• [Problem description] Please give the entries again in full and exactly, without any picture.

• [Extracted information]
=-=-=-=-=

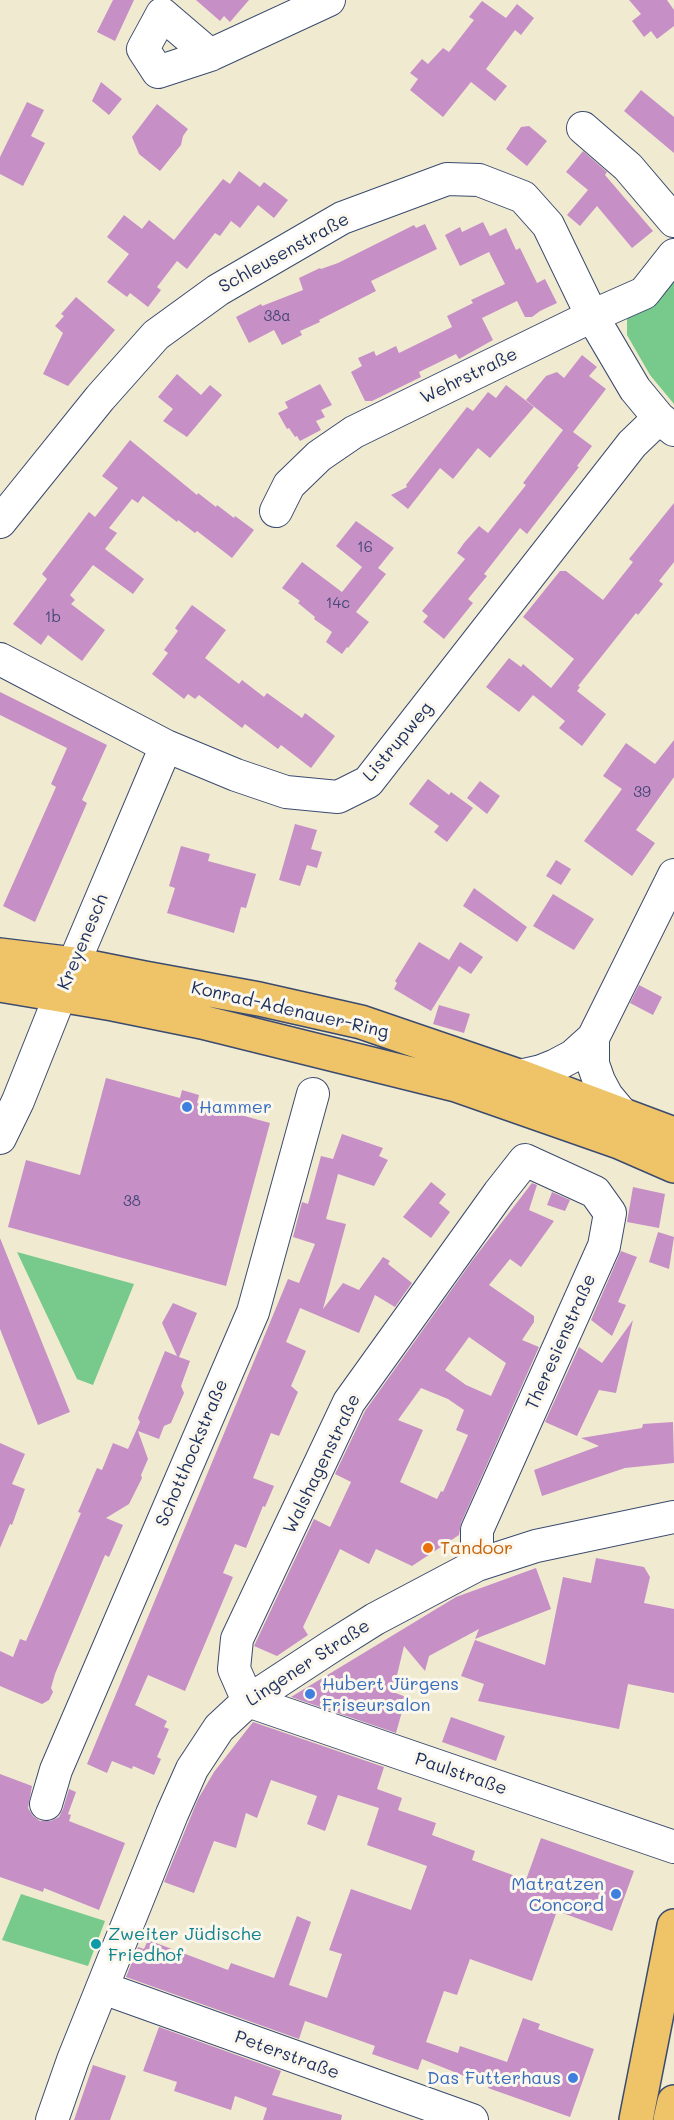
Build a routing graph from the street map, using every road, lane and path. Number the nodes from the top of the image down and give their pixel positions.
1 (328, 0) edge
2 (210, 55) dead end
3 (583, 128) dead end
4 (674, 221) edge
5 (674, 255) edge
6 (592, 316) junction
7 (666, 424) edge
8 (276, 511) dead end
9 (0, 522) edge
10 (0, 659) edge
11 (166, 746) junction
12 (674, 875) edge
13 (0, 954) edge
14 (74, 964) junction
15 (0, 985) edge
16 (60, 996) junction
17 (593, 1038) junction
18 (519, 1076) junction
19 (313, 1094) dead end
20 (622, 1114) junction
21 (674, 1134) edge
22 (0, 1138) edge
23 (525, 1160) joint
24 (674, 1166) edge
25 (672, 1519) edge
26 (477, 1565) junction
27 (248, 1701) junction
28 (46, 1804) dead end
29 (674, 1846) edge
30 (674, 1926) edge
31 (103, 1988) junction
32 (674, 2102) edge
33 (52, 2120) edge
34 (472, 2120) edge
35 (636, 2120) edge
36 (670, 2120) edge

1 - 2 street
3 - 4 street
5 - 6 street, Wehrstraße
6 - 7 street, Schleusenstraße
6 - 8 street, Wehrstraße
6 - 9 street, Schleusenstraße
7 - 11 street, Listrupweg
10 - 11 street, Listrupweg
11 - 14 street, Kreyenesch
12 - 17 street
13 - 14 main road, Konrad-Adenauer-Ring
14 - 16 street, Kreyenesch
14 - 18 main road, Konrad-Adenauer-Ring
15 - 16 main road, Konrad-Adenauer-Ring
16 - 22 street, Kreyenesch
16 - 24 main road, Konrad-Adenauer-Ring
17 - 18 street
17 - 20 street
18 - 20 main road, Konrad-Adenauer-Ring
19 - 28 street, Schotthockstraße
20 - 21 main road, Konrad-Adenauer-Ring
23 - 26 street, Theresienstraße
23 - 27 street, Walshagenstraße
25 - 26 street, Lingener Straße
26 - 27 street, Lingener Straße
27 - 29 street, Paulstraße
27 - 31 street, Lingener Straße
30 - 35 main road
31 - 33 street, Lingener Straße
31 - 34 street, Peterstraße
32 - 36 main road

=-=-=-=-=

• [Output for this task]
Build a routing graph from the street map, using every road, lane and path. Number the nodes from the top of the image down and give their pixel positions.
1 (328, 0) edge
2 (210, 55) dead end
3 (583, 128) dead end
4 (674, 221) edge
5 (674, 255) edge
6 (592, 316) junction
7 (666, 424) edge
8 (276, 511) dead end
9 (0, 522) edge
10 (0, 659) edge
11 (166, 746) junction
12 (674, 875) edge
13 (0, 954) edge
14 (74, 964) junction
15 (0, 985) edge
16 (60, 996) junction
17 (593, 1038) junction
18 (519, 1076) junction
19 (313, 1094) dead end
20 (622, 1114) junction
21 (674, 1134) edge
22 (0, 1138) edge
23 (525, 1160) joint
24 (674, 1166) edge
25 (672, 1519) edge
26 (477, 1565) junction
27 (248, 1701) junction
28 (46, 1804) dead end
29 (674, 1846) edge
30 (674, 1926) edge
31 (103, 1988) junction
32 (674, 2102) edge
33 (52, 2120) edge
34 (472, 2120) edge
35 (636, 2120) edge
36 (670, 2120) edge

1 - 2 street
3 - 4 street
5 - 6 street, Wehrstraße
6 - 7 street, Schleusenstraße
6 - 8 street, Wehrstraße
6 - 9 street, Schleusenstraße
7 - 11 street, Listrupweg
10 - 11 street, Listrupweg
11 - 14 street, Kreyenesch
12 - 17 street
13 - 14 main road, Konrad-Adenauer-Ring
14 - 16 street, Kreyenesch
14 - 18 main road, Konrad-Adenauer-Ring
15 - 16 main road, Konrad-Adenauer-Ring
16 - 22 street, Kreyenesch
16 - 24 main road, Konrad-Adenauer-Ring
17 - 18 street
17 - 20 street
18 - 20 main road, Konrad-Adenauer-Ring
19 - 28 street, Schotthockstraße
20 - 21 main road, Konrad-Adenauer-Ring
23 - 26 street, Theresienstraße
23 - 27 street, Walshagenstraße
25 - 26 street, Lingener Straße
26 - 27 street, Lingener Straße
27 - 29 street, Paulstraße
27 - 31 street, Lingener Straße
30 - 35 main road
31 - 33 street, Lingener Straße
31 - 34 street, Peterstraße
32 - 36 main road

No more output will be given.